(Saved data entries)
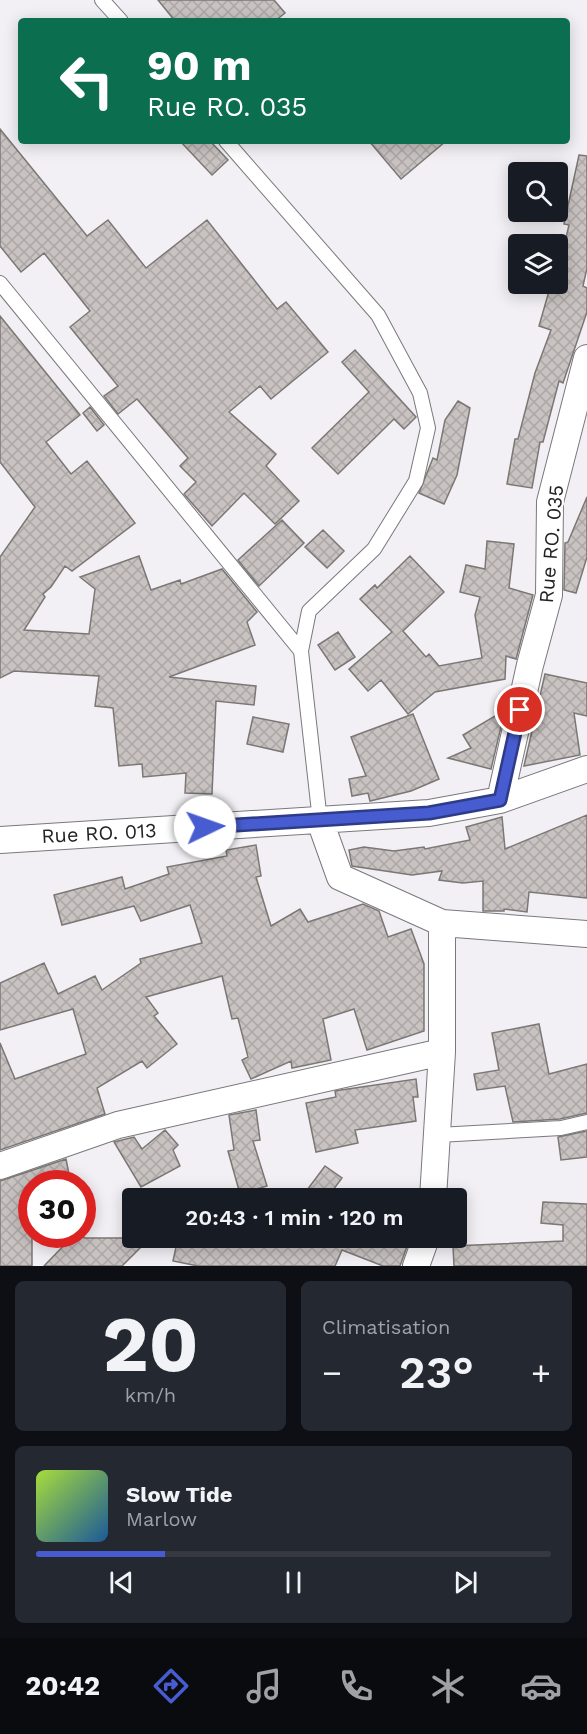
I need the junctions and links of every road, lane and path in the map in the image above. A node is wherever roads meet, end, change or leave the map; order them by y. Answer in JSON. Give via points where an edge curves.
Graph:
{"nodes":[{"id":1,"x":102,"y":0,"type":"edge"},
{"id":2,"x":118,"y":18,"type":"edge"},
{"id":3,"x":229,"y":144,"type":"edge"},
{"id":4,"x":0,"y":283,"type":"edge"},
{"id":5,"x":587,"y":358,"type":"edge"},
{"id":6,"x":301,"y":651,"type":"junction"},
{"id":7,"x":587,"y":770,"type":"edge"},
{"id":8,"x":500,"y":800,"type":"junction"},
{"id":9,"x":320,"y":821,"type":"junction"},
{"id":10,"x":0,"y":840,"type":"edge"},
{"id":11,"x":442,"y":923,"type":"junction"},
{"id":12,"x":587,"y":934,"type":"edge"},
{"id":13,"x":442,"y":1052,"type":"junction"},
{"id":14,"x":587,"y":1122,"type":"edge"},
{"id":15,"x":438,"y":1135,"type":"junction"},
{"id":16,"x":0,"y":1166,"type":"edge"},
{"id":17,"x":434,"y":1188,"type":"edge"},
{"id":18,"x":422,"y":1248,"type":"edge"},
{"id":19,"x":416,"y":1266,"type":"edge"}],
"edges":[{"from":1,"to":2,"type":"lane"},
{"from":3,"to":6,"type":"lane","via":[[378,315],[420,393],[428,428],[417,481],[374,549],[309,611]]},
{"from":4,"to":6,"type":"lane"},
{"from":5,"to":8,"type":"street","name":"Rue RO. 035","via":[[550,502],[549,595]]},
{"from":6,"to":9,"type":"lane"},
{"from":7,"to":8,"type":"street","name":"Rue RO. 013"},
{"from":8,"to":9,"type":"street","name":"Rue RO. 013","via":[[429,813]]},
{"from":9,"to":10,"type":"street","name":"Rue RO. 013"},
{"from":9,"to":11,"type":"street","via":[[340,877]]},
{"from":11,"to":12,"type":"street"},
{"from":11,"to":13,"type":"street"},
{"from":13,"to":15,"type":"street"},
{"from":13,"to":16,"type":"street","via":[[118,1125]]},
{"from":14,"to":15,"type":"lane","via":[[561,1128]]},
{"from":15,"to":17,"type":"street"},
{"from":18,"to":19,"type":"street"}]}
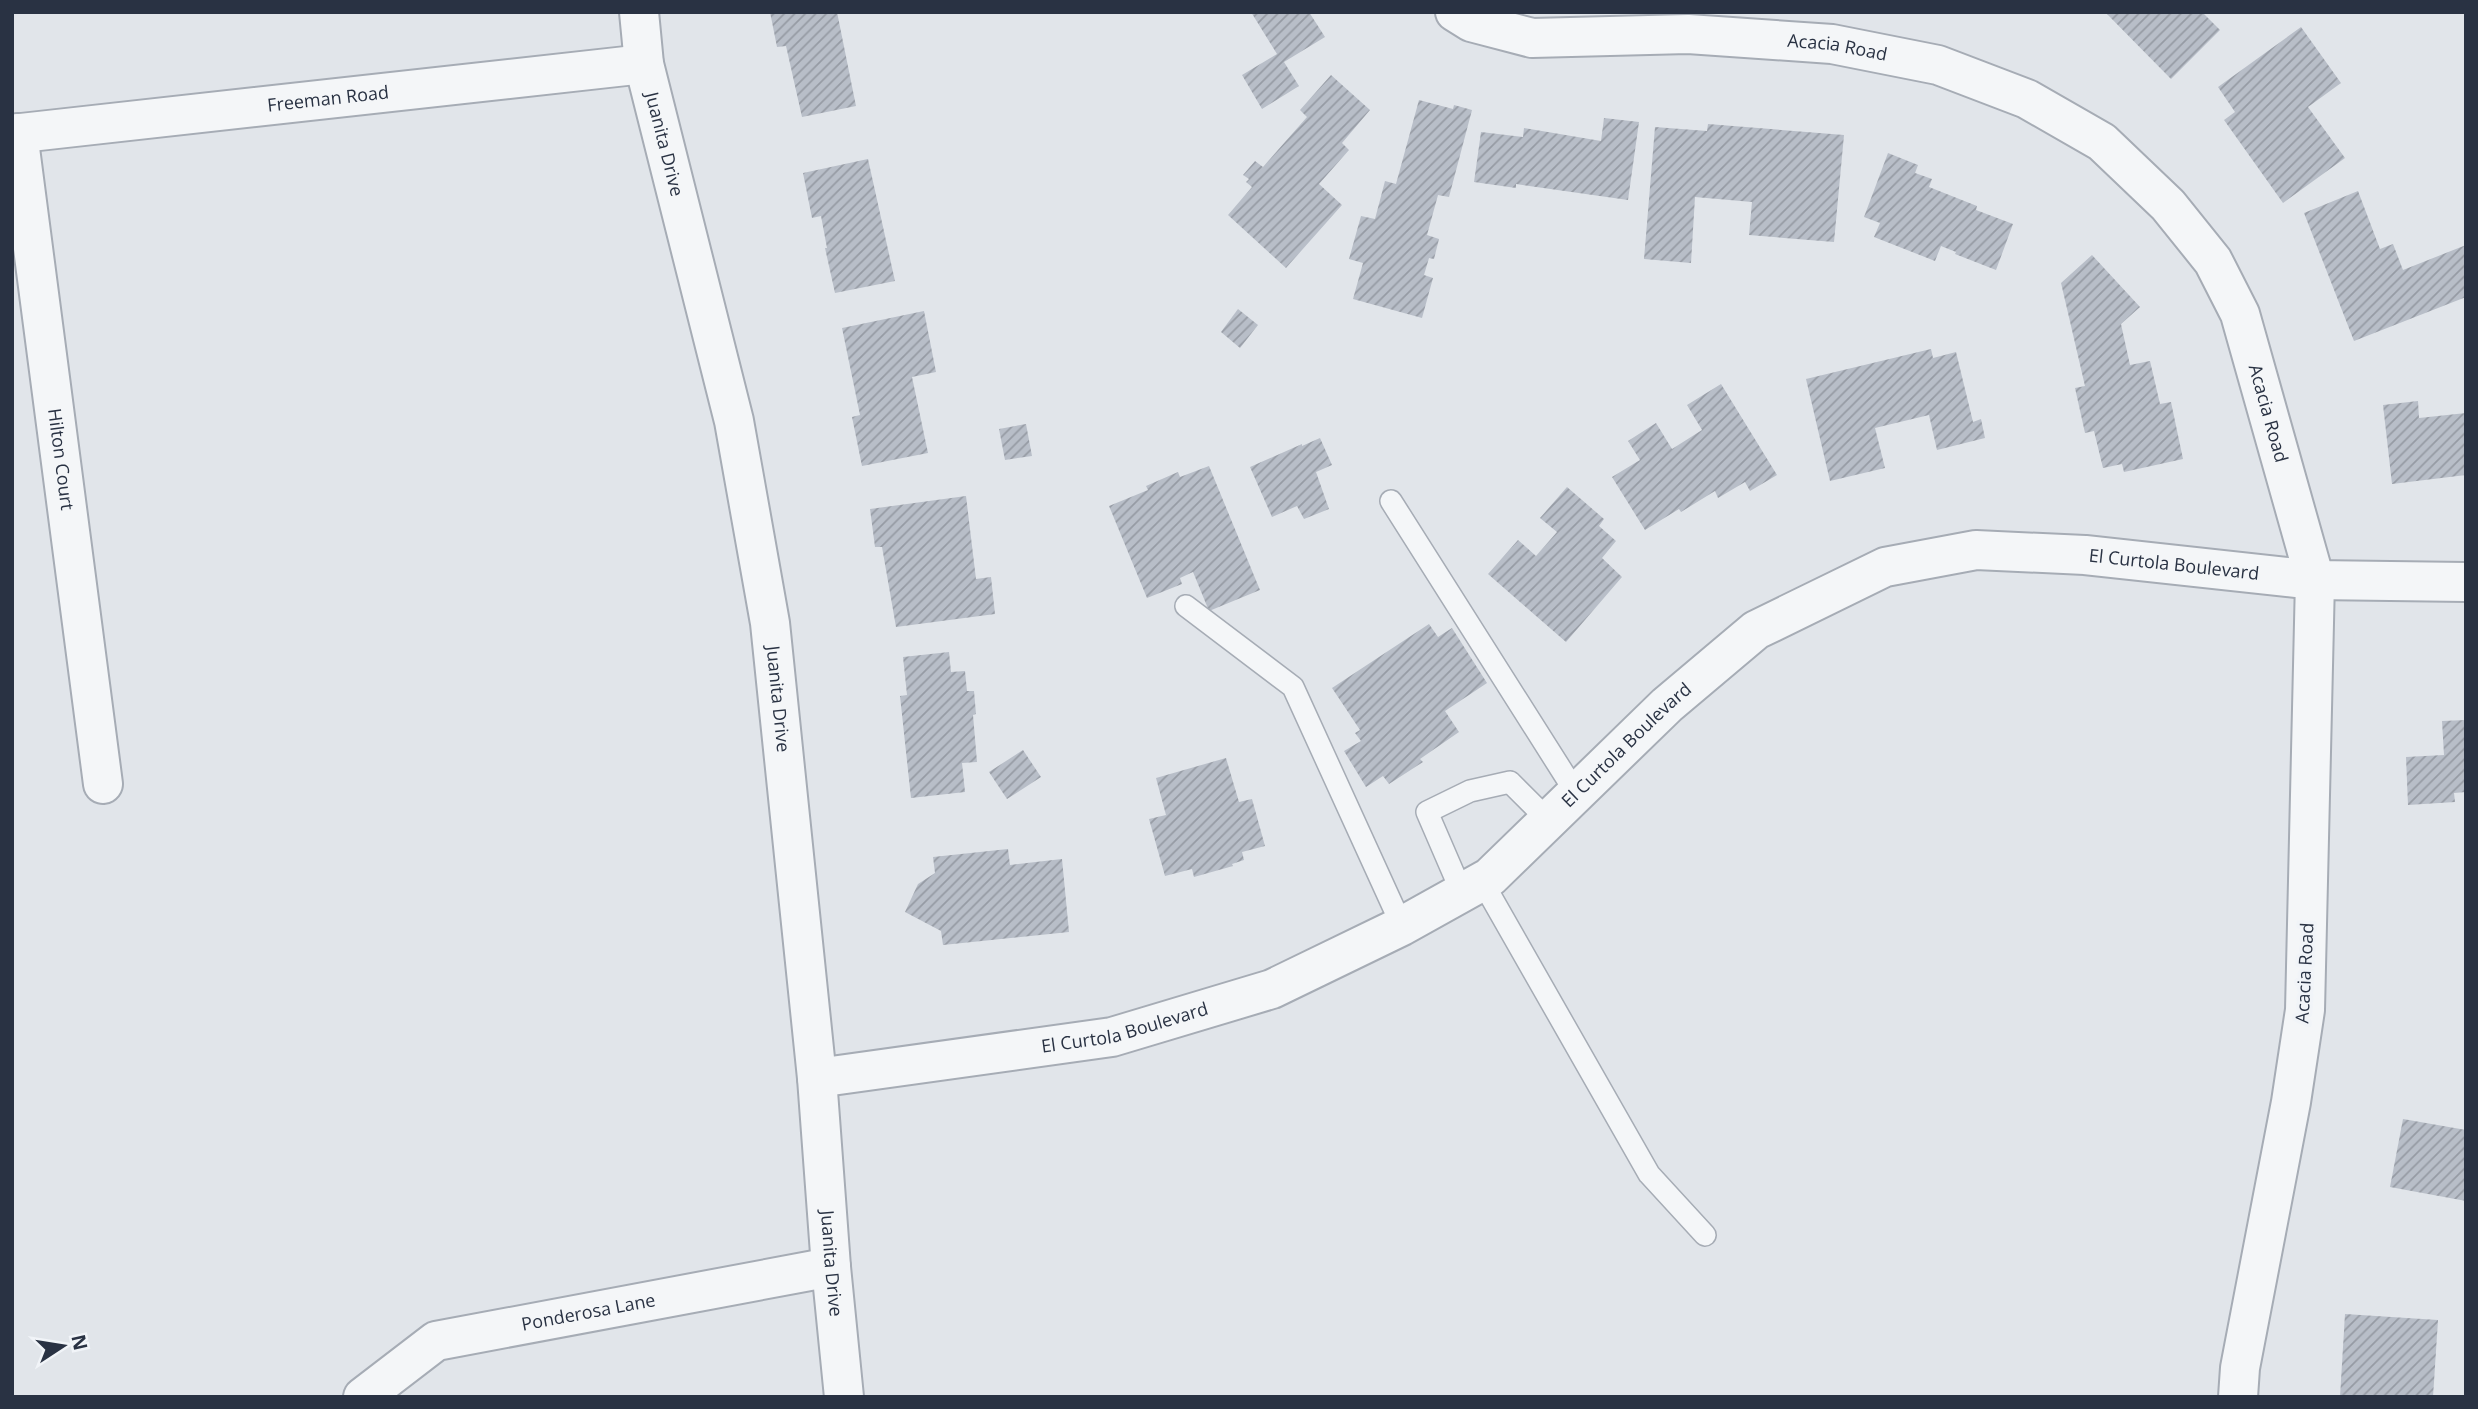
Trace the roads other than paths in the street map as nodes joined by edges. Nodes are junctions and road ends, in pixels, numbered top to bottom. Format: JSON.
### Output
{"nodes":[{"id":1,"x":639,"y":12,"type":"edge"},
{"id":2,"x":1455,"y":12,"type":"edge"},
{"id":3,"x":644,"y":64,"type":"junction"},
{"id":4,"x":15,"y":133,"type":"edge"},
{"id":5,"x":1391,"y":501,"type":"dead end"},
{"id":6,"x":2315,"y":580,"type":"junction"},
{"id":7,"x":2466,"y":582,"type":"edge"},
{"id":8,"x":1186,"y":606,"type":"dead end"},
{"id":9,"x":103,"y":784,"type":"dead end"},
{"id":10,"x":1576,"y":793,"type":"junction"},
{"id":11,"x":1548,"y":820,"type":"junction"},
{"id":12,"x":1472,"y":887,"type":"junction"},
{"id":13,"x":1402,"y":926,"type":"junction"},
{"id":14,"x":817,"y":1078,"type":"junction"},
{"id":15,"x":1705,"y":1235,"type":"dead end"},
{"id":16,"x":831,"y":1267,"type":"junction"},
{"id":17,"x":363,"y":1397,"type":"edge"},
{"id":18,"x":844,"y":1397,"type":"edge"},
{"id":19,"x":2238,"y":1397,"type":"edge"}],
"edges":[{"from":1,"to":3,"type":"street","name":"Juanita Drive"},
{"from":2,"to":6,"type":"street","name":"Acacia Road"},
{"from":3,"to":4,"type":"street","name":"Freeman Road"},
{"from":3,"to":14,"type":"street","name":"Juanita Drive"},
{"from":4,"to":9,"type":"street","name":"Hilton Court"},
{"from":5,"to":10,"type":"lane"},
{"from":6,"to":7,"type":"street","name":"El Curtola Boulevard"},
{"from":6,"to":10,"type":"street","name":"El Curtola Boulevard"},
{"from":6,"to":19,"type":"street","name":"Acacia Road"},
{"from":8,"to":13,"type":"lane"},
{"from":10,"to":11,"type":"street","name":"El Curtola Boulevard"},
{"from":11,"to":12,"type":"street","name":"El Curtola Boulevard"},
{"from":11,"to":12,"type":"lane"},
{"from":12,"to":13,"type":"street","name":"El Curtola Boulevard"},
{"from":12,"to":15,"type":"lane"},
{"from":13,"to":14,"type":"street","name":"El Curtola Boulevard"},
{"from":14,"to":16,"type":"street","name":"Juanita Drive"},
{"from":16,"to":17,"type":"street","name":"Ponderosa Lane"},
{"from":16,"to":18,"type":"street","name":"Juanita Drive"}]}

» WORK TO COMPLETE
The exercise is to copy out every line above that has the word "JSON" in it.

» REPLY
I need the junctions and links of every road, lane and path in the map in the image above. A node is wherever roads meet, end, change or leave the map; order them by y. Answer in JSON. Give via points where an edge curves.
Trace the roads other than paths in the street map as nodes joined by edges. Nodes are junctions and road ends, in pixels, numbered top to bottom. Format: JSON.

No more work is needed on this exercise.